To complete the exercise, write out all the data exactly.
[Material provided Boundary: Start]
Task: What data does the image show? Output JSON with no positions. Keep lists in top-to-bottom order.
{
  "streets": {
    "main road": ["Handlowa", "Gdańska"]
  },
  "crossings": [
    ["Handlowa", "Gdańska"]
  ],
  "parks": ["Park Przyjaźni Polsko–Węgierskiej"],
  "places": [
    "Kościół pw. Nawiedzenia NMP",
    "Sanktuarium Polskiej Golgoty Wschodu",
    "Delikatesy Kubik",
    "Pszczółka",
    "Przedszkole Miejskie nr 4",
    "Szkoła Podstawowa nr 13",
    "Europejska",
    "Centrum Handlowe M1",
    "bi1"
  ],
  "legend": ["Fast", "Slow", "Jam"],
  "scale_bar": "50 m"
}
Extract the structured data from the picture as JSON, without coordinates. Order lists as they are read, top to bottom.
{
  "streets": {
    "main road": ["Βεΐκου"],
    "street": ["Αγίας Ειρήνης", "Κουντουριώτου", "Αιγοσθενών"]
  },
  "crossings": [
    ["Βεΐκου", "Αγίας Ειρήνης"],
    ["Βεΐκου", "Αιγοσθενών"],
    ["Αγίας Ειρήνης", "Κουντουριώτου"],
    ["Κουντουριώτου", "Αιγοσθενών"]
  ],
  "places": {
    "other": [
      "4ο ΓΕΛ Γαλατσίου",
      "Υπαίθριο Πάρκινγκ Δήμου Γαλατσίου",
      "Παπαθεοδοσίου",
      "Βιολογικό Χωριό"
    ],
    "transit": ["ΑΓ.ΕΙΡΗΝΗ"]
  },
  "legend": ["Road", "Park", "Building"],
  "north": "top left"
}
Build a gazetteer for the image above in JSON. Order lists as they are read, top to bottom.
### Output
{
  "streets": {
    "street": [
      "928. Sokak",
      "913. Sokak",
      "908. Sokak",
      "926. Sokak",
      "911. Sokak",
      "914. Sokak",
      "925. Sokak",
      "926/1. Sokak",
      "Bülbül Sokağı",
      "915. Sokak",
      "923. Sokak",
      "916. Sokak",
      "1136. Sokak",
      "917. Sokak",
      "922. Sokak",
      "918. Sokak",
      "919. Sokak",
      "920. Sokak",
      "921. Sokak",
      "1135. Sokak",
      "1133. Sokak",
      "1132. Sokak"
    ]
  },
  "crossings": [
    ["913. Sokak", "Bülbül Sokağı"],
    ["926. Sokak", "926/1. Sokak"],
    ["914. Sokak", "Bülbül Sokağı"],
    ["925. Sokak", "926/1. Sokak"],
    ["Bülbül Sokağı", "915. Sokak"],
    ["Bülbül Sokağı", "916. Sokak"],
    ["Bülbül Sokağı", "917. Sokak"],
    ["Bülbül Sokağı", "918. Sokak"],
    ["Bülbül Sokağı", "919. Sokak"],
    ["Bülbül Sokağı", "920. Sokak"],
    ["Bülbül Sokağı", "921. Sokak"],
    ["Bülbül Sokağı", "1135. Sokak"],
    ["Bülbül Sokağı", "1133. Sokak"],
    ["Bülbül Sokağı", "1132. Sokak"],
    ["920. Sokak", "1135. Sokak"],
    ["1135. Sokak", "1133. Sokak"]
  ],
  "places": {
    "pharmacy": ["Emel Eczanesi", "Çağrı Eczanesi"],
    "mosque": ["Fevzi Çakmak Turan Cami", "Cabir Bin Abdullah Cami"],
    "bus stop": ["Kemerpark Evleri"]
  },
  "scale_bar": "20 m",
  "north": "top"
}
[Material provided Boundary: End]
◆ Solved problem:
Task: What data does the image show? Output JSON with no positions. Keep lists in top-to-bottom order.
{
  "streets": {
    "main road": ["Handlowa", "Gdańska"]
  },
  "crossings": [
    ["Handlowa", "Gdańska"]
  ],
  "parks": ["Park Przyjaźni Polsko–Węgierskiej"],
  "places": [
    "Kościół pw. Nawiedzenia NMP",
    "Sanktuarium Polskiej Golgoty Wschodu",
    "Delikatesy Kubik",
    "Pszczółka",
    "Przedszkole Miejskie nr 4",
    "Szkoła Podstawowa nr 13",
    "Europejska",
    "Centrum Handlowe M1",
    "bi1"
  ],
  "legend": ["Fast", "Slow", "Jam"],
  "scale_bar": "50 m"
}
Extract the structured data from the picture as JSON, without coordinates. Order lists as they are read, top to bottom.
{
  "streets": {
    "main road": ["Βεΐκου"],
    "street": ["Αγίας Ειρήνης", "Κουντουριώτου", "Αιγοσθενών"]
  },
  "crossings": [
    ["Βεΐκου", "Αγίας Ειρήνης"],
    ["Βεΐκου", "Αιγοσθενών"],
    ["Αγίας Ειρήνης", "Κουντουριώτου"],
    ["Κουντουριώτου", "Αιγοσθενών"]
  ],
  "places": {
    "other": [
      "4ο ΓΕΛ Γαλατσίου",
      "Υπαίθριο Πάρκινγκ Δήμου Γαλατσίου",
      "Παπαθεοδοσίου",
      "Βιολογικό Χωριό"
    ],
    "transit": ["ΑΓ.ΕΙΡΗΝΗ"]
  },
  "legend": ["Road", "Park", "Building"],
  "north": "top left"
}
Build a gazetteer for the image above in JSON. Order lists as they are read, top to bottom.
### Output
{
  "streets": {
    "street": [
      "928. Sokak",
      "913. Sokak",
      "908. Sokak",
      "926. Sokak",
      "911. Sokak",
      "914. Sokak",
      "925. Sokak",
      "926/1. Sokak",
      "Bülbül Sokağı",
      "915. Sokak",
      "923. Sokak",
      "916. Sokak",
      "1136. Sokak",
      "917. Sokak",
      "922. Sokak",
      "918. Sokak",
      "919. Sokak",
      "920. Sokak",
      "921. Sokak",
      "1135. Sokak",
      "1133. Sokak",
      "1132. Sokak"
    ]
  },
  "crossings": [
    ["913. Sokak", "Bülbül Sokağı"],
    ["926. Sokak", "926/1. Sokak"],
    ["914. Sokak", "Bülbül Sokağı"],
    ["925. Sokak", "926/1. Sokak"],
    ["Bülbül Sokağı", "915. Sokak"],
    ["Bülbül Sokağı", "916. Sokak"],
    ["Bülbül Sokağı", "917. Sokak"],
    ["Bülbül Sokağı", "918. Sokak"],
    ["Bülbül Sokağı", "919. Sokak"],
    ["Bülbül Sokağı", "920. Sokak"],
    ["Bülbül Sokağı", "921. Sokak"],
    ["Bülbül Sokağı", "1135. Sokak"],
    ["Bülbül Sokağı", "1133. Sokak"],
    ["Bülbül Sokağı", "1132. Sokak"],
    ["920. Sokak", "1135. Sokak"],
    ["1135. Sokak", "1133. Sokak"]
  ],
  "places": {
    "pharmacy": ["Emel Eczanesi", "Çağrı Eczanesi"],
    "mosque": ["Fevzi Çakmak Turan Cami", "Cabir Bin Abdullah Cami"],
    "bus stop": ["Kemerpark Evleri"]
  },
  "scale_bar": "20 m",
  "north": "top"
}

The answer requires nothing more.